Os socialistas pedem explicações sobre o processo de privatização da companhia aérea portuguesa à tutela e saber as implicações para o futuro. 

O PS quer ouvir “com caráter de urgência” o ministro do Planeamento e das Infraestruturas, Pedro Marques, sobre o acordo alcançado com o consórcio Atlantic Gateway para o Estado ficar com 50% do capital da TAP.
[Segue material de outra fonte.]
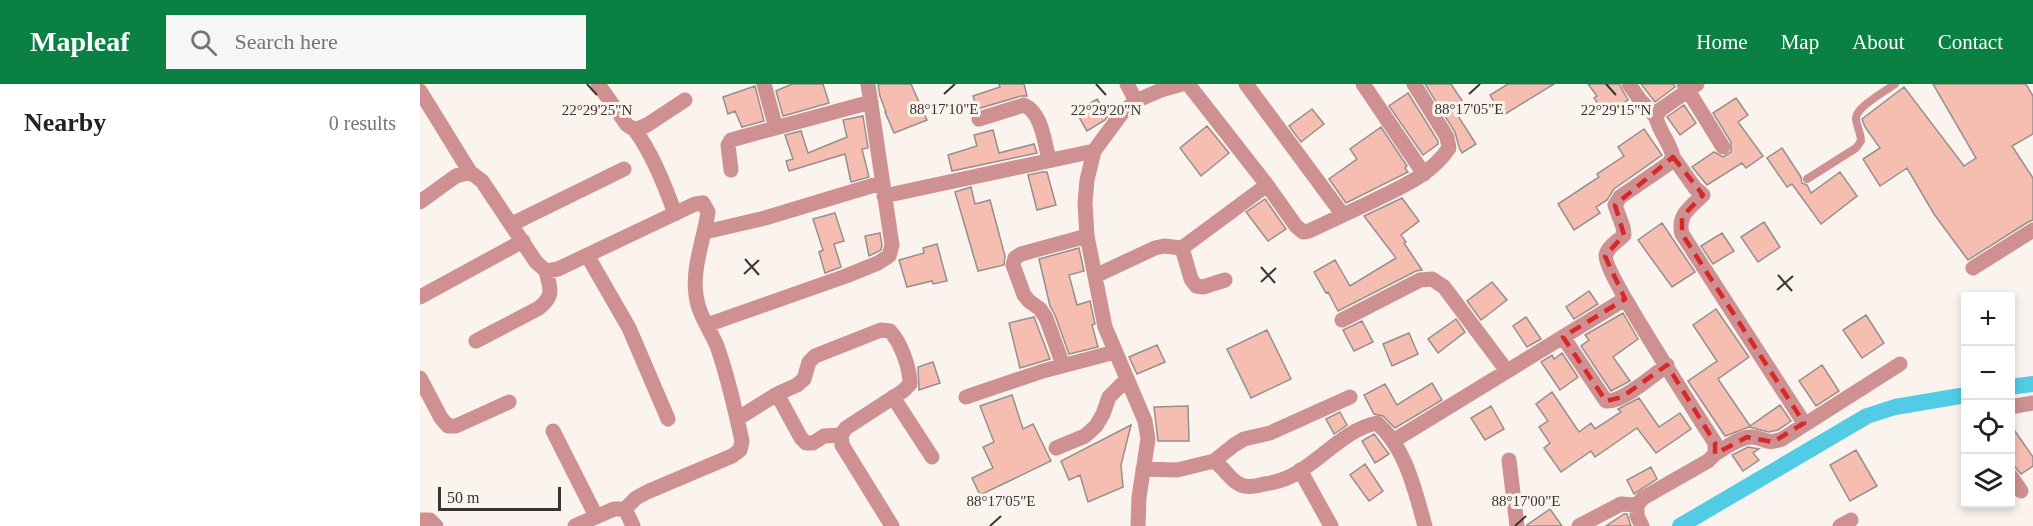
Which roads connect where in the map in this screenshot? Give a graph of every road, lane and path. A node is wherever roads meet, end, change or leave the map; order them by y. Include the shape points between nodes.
1 (598, 84) edge
2 (764, 84) edge
3 (868, 84) edge
4 (1127, 84) edge
5 (1182, 84) edge
6 (1188, 84) edge
7 (1246, 84) edge
8 (1363, 84) edge
9 (1414, 84) edge
10 (1629, 84) edge
11 (1895, 84) edge
12 (1690, 86) edge
13 (420, 91) edge
14 (685, 100) dead end
15 (1136, 101) junction
16 (871, 102) junction
17 (1656, 117) junction
18 (979, 119) dead end
19 (776, 128) junction
20 (635, 130) junction
21 (1724, 147) dead end
22 (1094, 150) junction
23 (1673, 157) junction
24 (1049, 159) junction
25 (624, 170) dead end
26 (731, 170) dead end
27 (470, 172) junction
28 (1424, 174) junction
29 (1807, 179) dead end
30 (1267, 185) junction
31 (883, 190) junction
32 (420, 202) edge
33 (675, 214) junction
34 (1343, 215) junction
35 (512, 224) junction
36 (2033, 230) edge
37 (705, 232) junction
38 (1087, 236) junction
39 (523, 241) junction
40 (1182, 248) junction
41 (588, 255) junction
42 (1973, 268) dead end
43 (546, 271) junction
44 (1095, 276) junction
45 (1225, 279) dead end
46 (420, 297) edge
47 (1625, 299) junction
48 (1342, 320) dead end
49 (707, 325) junction
50 (1563, 337) junction
51 (476, 341) dead end
52 (1115, 352) junction
53 (1900, 364) dead end
54 (1063, 365) junction
55 (1667, 366) junction
56 (1507, 371) junction
57 (420, 378) edge
58 (1127, 379) junction
59 (777, 394) junction
60 (893, 397) junction
61 (966, 397) dead end
62 (1350, 398) dead end
63 (509, 402) dead end
64 (2033, 403) edge
65 (2015, 405) edge
66 (668, 419) dead end
67 (737, 419) junction
68 (1804, 423) junction
69 (553, 431) dead end
70 (841, 435) junction
71 (1393, 441) junction
72 (1056, 448) dead end
73 (1715, 454) junction
74 (932, 457) dead end
75 (1509, 460) dead end
76 (1214, 461) junction
77 (1143, 469) junction
78 (1300, 470) junction
79 (2015, 482) edge
80 (2021, 491) dead end
81 (1637, 505) junction
82 (625, 508) junction
83 (596, 516) junction
84 (420, 520) edge
85 (436, 526) edge
86 (575, 526) edge
87 (633, 526) edge
88 (892, 526) edge
89 (1138, 526) edge
90 (1331, 526) edge
91 (1425, 526) edge
92 (1517, 526) edge
93 (1579, 526) edge
94 (1642, 526) edge

1 - 20 street via 627,125
2 - 19 street
3 - 16 street
4 - 15 street
5 - 15 street
6 - 30 street
7 - 34 street
8 - 28 street
9 - 28 street via 1447,137 1449,148
10 - 17 street
11 - 29 lane via 1856,114 1861,133 1856,148
12 - 17 street
12 - 21 street
13 - 27 street
14 - 20 street
15 - 22 street
16 - 19 street
16 - 31 street
17 - 23 street
18 - 24 street via 1024,105 1032,109
19 - 26 street via 729,141
20 - 33 street
22 - 24 street
22 - 38 street via 1085,203
23 - 47 street via 1614,205 1624,235 1605,256
23 - 68 street via 1703,195 1682,217 1682,234
24 - 31 street
25 - 35 street
27 - 32 street via 456,176
27 - 35 street via 482,181
28 - 34 street
30 - 34 street via 1303,232
30 - 40 street
31 - 37 street
31 - 49 street via 892,245 889,256 846,276
33 - 37 street via 703,203 708,212
33 - 41 street
35 - 39 street
36 - 42 street
37 - 49 street via 695,276 699,311
38 - 44 street
38 - 54 street via 1021,254 1013,265 1024,295 1046,318
39 - 43 street
39 - 46 street
40 - 44 street via 1155,248
40 - 45 street via 1196,286
41 - 43 street
41 - 66 street via 628,328
43 - 51 street via 551,292 548,301
44 - 52 street via 1105,327
47 - 50 street
47 - 55 street
48 - 56 street via 1420,280 1432,279 1444,287
49 - 67 street via 724,366
50 - 55 street via 1606,401 1622,397
50 - 56 street
52 - 54 street
52 - 58 street
53 - 68 street
54 - 61 street
55 - 73 street via 1715,443
56 - 71 street
57 - 63 street via 448,426
58 - 72 street via 1109,397 1096,426 1085,436
58 - 77 street via 1145,421 1148,439
59 - 60 street via 804,379 815,356 881,330 896,337 910,375 910,384
59 - 67 street
59 - 70 street via 806,443
60 - 70 street
60 - 74 street
62 - 76 street via 1270,433 1244,439
64 - 65 street
67 - 82 street via 740,450 647,492
68 - 73 street via 1782,439 1765,442 1747,437
69 - 83 street
70 - 88 street via 842,445
71 - 78 street via 1377,423 1367,425
71 - 91 street via 1414,487
73 - 81 street
75 - 92 street
76 - 77 street via 1177,470
76 - 78 street via 1242,486 1280,481
77 - 89 street
78 - 90 street
79 - 80 street
81 - 93 street via 1621,504
81 - 94 street
82 - 83 street
82 - 87 street
83 - 86 street
84 - 85 street via 430,520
O ministro Pedro Marques liderou o processo de negociação com os privados para reverter a privatização fechada pelo anterior Governo, que culminou com uma nova distribuição do capital da transportadora aérea, com o Estado a ficar com 50% do capital e voto de qualidade nas decisões que passem pelo conselho de administração.

 

Quais as implicações futuras do negócio TAP

 

No requerimento da audição, os deputados socialistas explicam que o governante deve explicar no Parlamento as “implicações para o futuro da empresa”, tendo em conta a "importância da TAP para o país", já que se trata de "uma das maiores empresas exportadoras".

No sábado, dia em que foi assinado o memorando de entendimento entre os privados e o Estado, o PSD manifestou-se "muito preocupado" com os contornos da alteração do contrato da TAP, anunciando a intenção de requerer com urgência a ida do ministro das Infraestruturas ao Parlamento.

"O PSD está muito preocupado com os contornos deste negócio, que nos parece pouco transparente e, sobretudo, que nos deixa muitas dúvidas e vamos requerer com caráter de urgência a vinda do ministro Pedro Marques à comissão de Economia e Obras Públicas para explicar os contornos exatamente deste acordo e as muitas dúvidas que o mesmo suscita", afirmou à agência Lusa o vice-presidente do Grupo Parlamentar do PSD Luís Leite Ramos.

Também o CDS-PP manifestou apreensão com os contornos da alteração do contrato da TAP, revelando que pretendia solicitar a presença do ministro Pedro Marques, na Assembleia da República (AR) com caráter de urgência.

"Olhamos com alguma apreensão [o negócio] e levanta-nos pelo menos cinco dúvidas que gostávamos de ver esclarecidas", disse à agência Lusa o deputado popular Hélder Amaral.